The reason weighting is used is to account for differences in the sample compared to the population on variables that have something to do with what is being measured. Age and gender matter. Race and ethnicity matter. Some variables don’t matter at all. For example, I’m left-handed, but does “handedness” have anything to do with radio listening? No.
The premise behind language dominance is that speaking only Spanish makes you more likely to use Spanish language media. If you speak only English, the result is probably the opposite. Nielsen asks about language use at home, which gives different results than usage away from home. It’s a four-part question, with options for Spanish only, mostly Spanish, mostly English, and English only. If you’re truly bilingual, you have to add that response on your own.
When we’ve discussed weighting in the past, we’ve talked about universe estimates or population estimates (the terms are interchangeable for our purposes). For most variables like age, gender, geography, race, and ethnicity, census-based estimates are available and utilized.
The problem with language is that there isn’t a census-based estimate for language usage “at home”. The census does ask about other languages that you might speak and how well you speak English. If you speak Spanish, but can’t speak English, that should be pretty close to what Nielsen is measuring, but Nielsen Audio doesn’t work that way.

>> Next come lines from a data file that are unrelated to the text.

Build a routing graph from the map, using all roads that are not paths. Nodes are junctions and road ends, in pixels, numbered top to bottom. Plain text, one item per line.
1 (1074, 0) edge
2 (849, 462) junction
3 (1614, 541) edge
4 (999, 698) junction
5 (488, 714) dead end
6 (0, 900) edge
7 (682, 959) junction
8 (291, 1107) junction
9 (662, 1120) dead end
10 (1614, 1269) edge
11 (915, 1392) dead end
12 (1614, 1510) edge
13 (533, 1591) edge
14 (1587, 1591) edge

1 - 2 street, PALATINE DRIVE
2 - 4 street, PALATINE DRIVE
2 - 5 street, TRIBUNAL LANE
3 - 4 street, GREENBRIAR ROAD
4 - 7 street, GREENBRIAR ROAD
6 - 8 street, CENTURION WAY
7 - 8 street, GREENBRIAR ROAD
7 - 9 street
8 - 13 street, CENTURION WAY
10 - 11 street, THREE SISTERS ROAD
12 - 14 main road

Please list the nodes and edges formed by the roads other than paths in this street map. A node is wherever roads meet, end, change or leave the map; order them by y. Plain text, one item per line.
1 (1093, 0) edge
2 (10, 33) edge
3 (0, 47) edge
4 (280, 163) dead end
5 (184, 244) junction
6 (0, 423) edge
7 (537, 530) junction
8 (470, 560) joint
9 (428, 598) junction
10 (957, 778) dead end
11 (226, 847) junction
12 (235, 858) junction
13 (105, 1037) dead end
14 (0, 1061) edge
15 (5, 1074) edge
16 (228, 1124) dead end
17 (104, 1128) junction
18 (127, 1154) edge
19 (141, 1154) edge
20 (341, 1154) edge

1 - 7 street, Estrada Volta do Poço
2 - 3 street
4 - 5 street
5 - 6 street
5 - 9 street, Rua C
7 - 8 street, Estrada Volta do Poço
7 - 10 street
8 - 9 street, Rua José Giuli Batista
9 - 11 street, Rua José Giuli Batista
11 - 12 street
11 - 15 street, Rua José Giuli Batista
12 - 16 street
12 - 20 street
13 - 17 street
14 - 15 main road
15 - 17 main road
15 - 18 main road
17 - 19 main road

Nielsen creates its own universe estimates for language dominance. In the past, it conducted a major national study of language dominance among Hispanics that could be used for both national and local video and audio markets. I’ve not been able to verify whether that very expensive study is still being conducted or whether Nielsen has resorted to a less costly method.

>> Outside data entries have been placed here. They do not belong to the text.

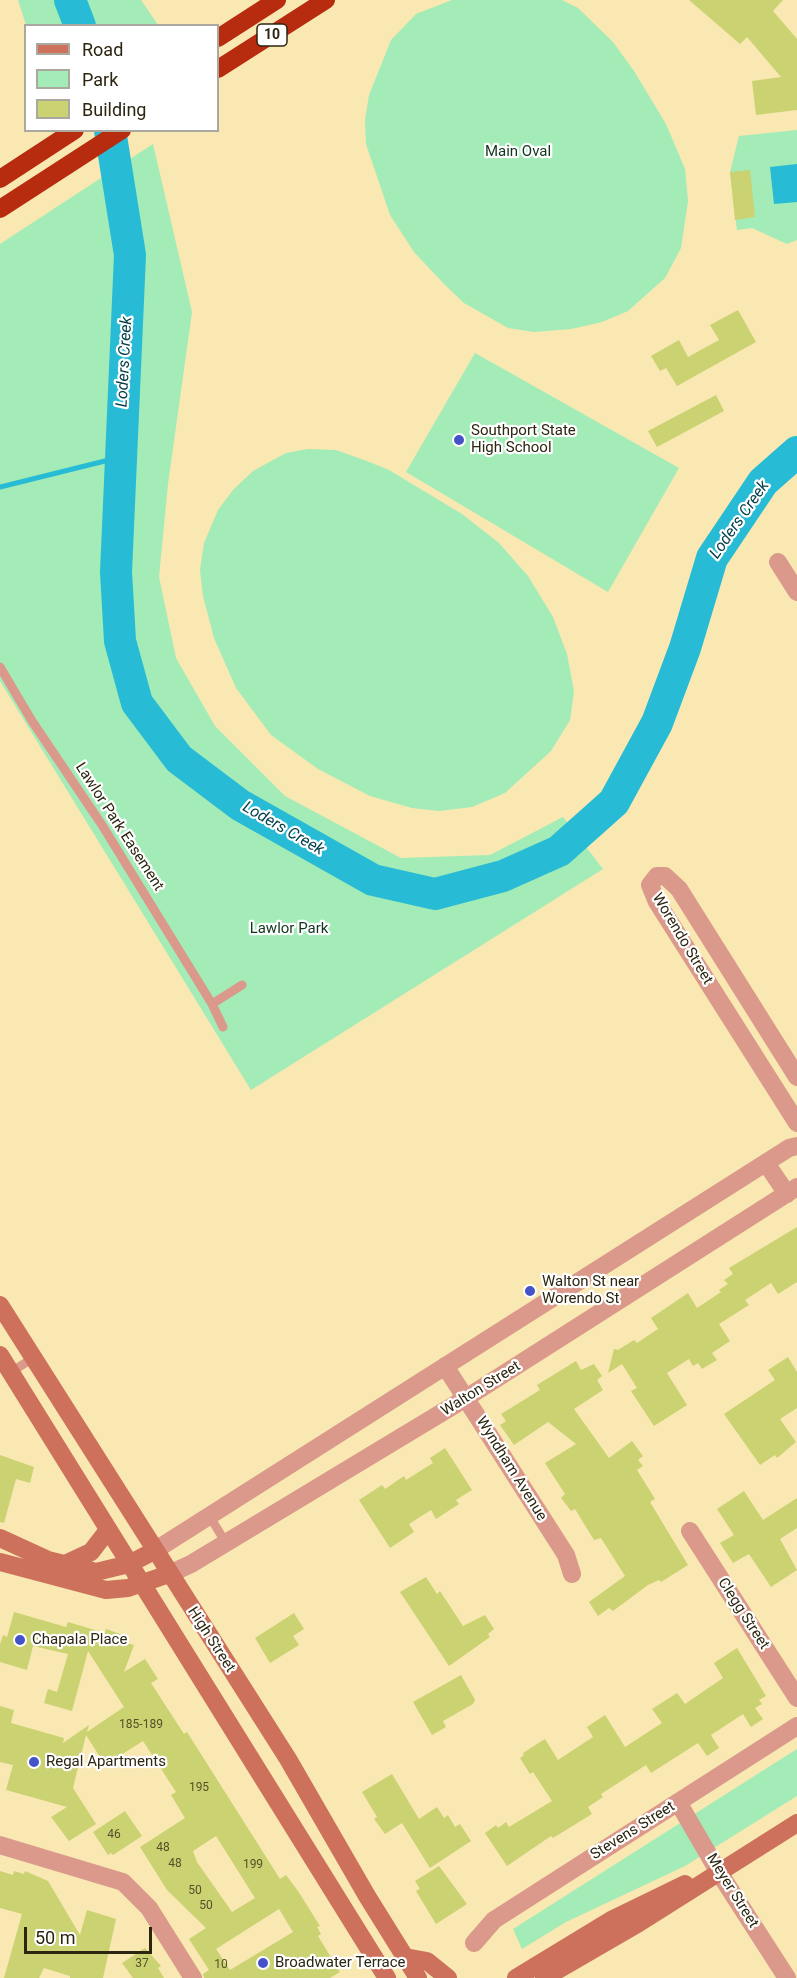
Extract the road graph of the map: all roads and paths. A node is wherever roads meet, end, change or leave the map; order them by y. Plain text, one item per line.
1 (278, 0) edge
2 (326, 0) edge
3 (219, 38) edge
4 (219, 68) edge
5 (119, 132) edge
6 (70, 134) edge
7 (0, 178) edge
8 (0, 209) edge
9 (778, 562) dead end
10 (797, 592) edge
11 (0, 667) edge
12 (242, 985) dead end
13 (212, 1004) junction
14 (739, 1007) junction
15 (223, 1027) dead end
16 (797, 1077) edge
17 (797, 1123) edge
18 (797, 1146) edge
19 (766, 1163) junction
20 (792, 1191) edge
21 (0, 1305) edge
22 (0, 1355) edge
23 (33, 1358) junction
24 (445, 1366) junction
25 (11, 1372) junction
26 (466, 1398) junction
27 (210, 1517) junction
28 (108, 1530) junction
29 (690, 1531) dead end
30 (0, 1538) edge
31 (226, 1543) junction
32 (154, 1551) junction
33 (0, 1562) edge
34 (129, 1564) junction
35 (63, 1565) junction
36 (169, 1574) junction
37 (573, 1574) dead end
38 (142, 1584) junction
39 (797, 1698) edge
40 (797, 1726) edge
41 (678, 1802) junction
42 (797, 1823) edge
43 (0, 1845) edge
44 (718, 1871) junction
45 (474, 1943) dead end
46 (405, 1957) junction
47 (193, 1978) edge
48 (387, 1978) edge
49 (417, 1978) edge
50 (448, 1978) edge
51 (516, 1978) edge
52 (544, 1978) edge
53 (787, 1978) edge

1 - 3 highway, 10
2 - 4 highway, 10
5 - 8 highway
6 - 7 highway
9 - 10 street
11 - 13 lane, Lawlor Park Easement
12 - 13 lane
13 - 15 lane, Lawlor Park Easement
14 - 14 street, Worendo Street
14 - 16 street, Worendo Street
14 - 17 street, Worendo Street
18 - 19 street
19 - 20 street, Walton Street
19 - 24 street
20 - 26 street, Walton Street
21 - 23 main road, High Street
22 - 25 main road, High Street
23 - 25 lane
23 - 32 main road, High Street
24 - 26 street, Wyndham Avenue
24 - 27 street
25 - 28 main road, High Street
26 - 31 street, Walton Street
26 - 37 street, Wyndham Avenue
27 - 31 lane
27 - 32 street
28 - 34 main road, High Street
28 - 35 main road
29 - 39 street, Clegg Street
30 - 35 main road
31 - 36 street, Walton Street
32 - 34 main road
32 - 36 main road, High Street
33 - 38 main road
34 - 35 main road
34 - 38 main road, High Street
36 - 38 main road
36 - 46 main road, High Street
38 - 48 main road, High Street
40 - 41 street, Stevens Street
41 - 44 street, Meyer Street
41 - 45 street, Stevens Street
42 - 44 main road
43 - 47 street
44 - 51 main road
44 - 52 main road
44 - 53 street, Meyer Street
46 - 49 main road, High Street
46 - 50 main road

In the past, we’ve talked about weighting and if you’re in a language-weighted metro, you should always check how the sample performed compared to the population estimate. If Nielsen misses badly, especially in the direction of English dominance — in other words, too few Spanish-dominant Hispanics were in the sample compared to the estimate — then the ratings can move wildly. This can even happen in small markets.
While at Cumulus, I had numerous conversations with Nielsen regarding Oxnard-Ventura, a majority-Hispanic market that is currently ranked 125. Invariably, Nielsen Audio could not get the sample close to the purported population for Spanish-dominant Hispanics and the result would be big numbers for the Spanish stations, while Cumulus’ English language stations lagged.
Check your market in the E-Book and see if language dominance matters. Even if you’re not in a language-weighted market, compare Nielsen’s race/ethnic sample to the population. It’s all in the E-Book.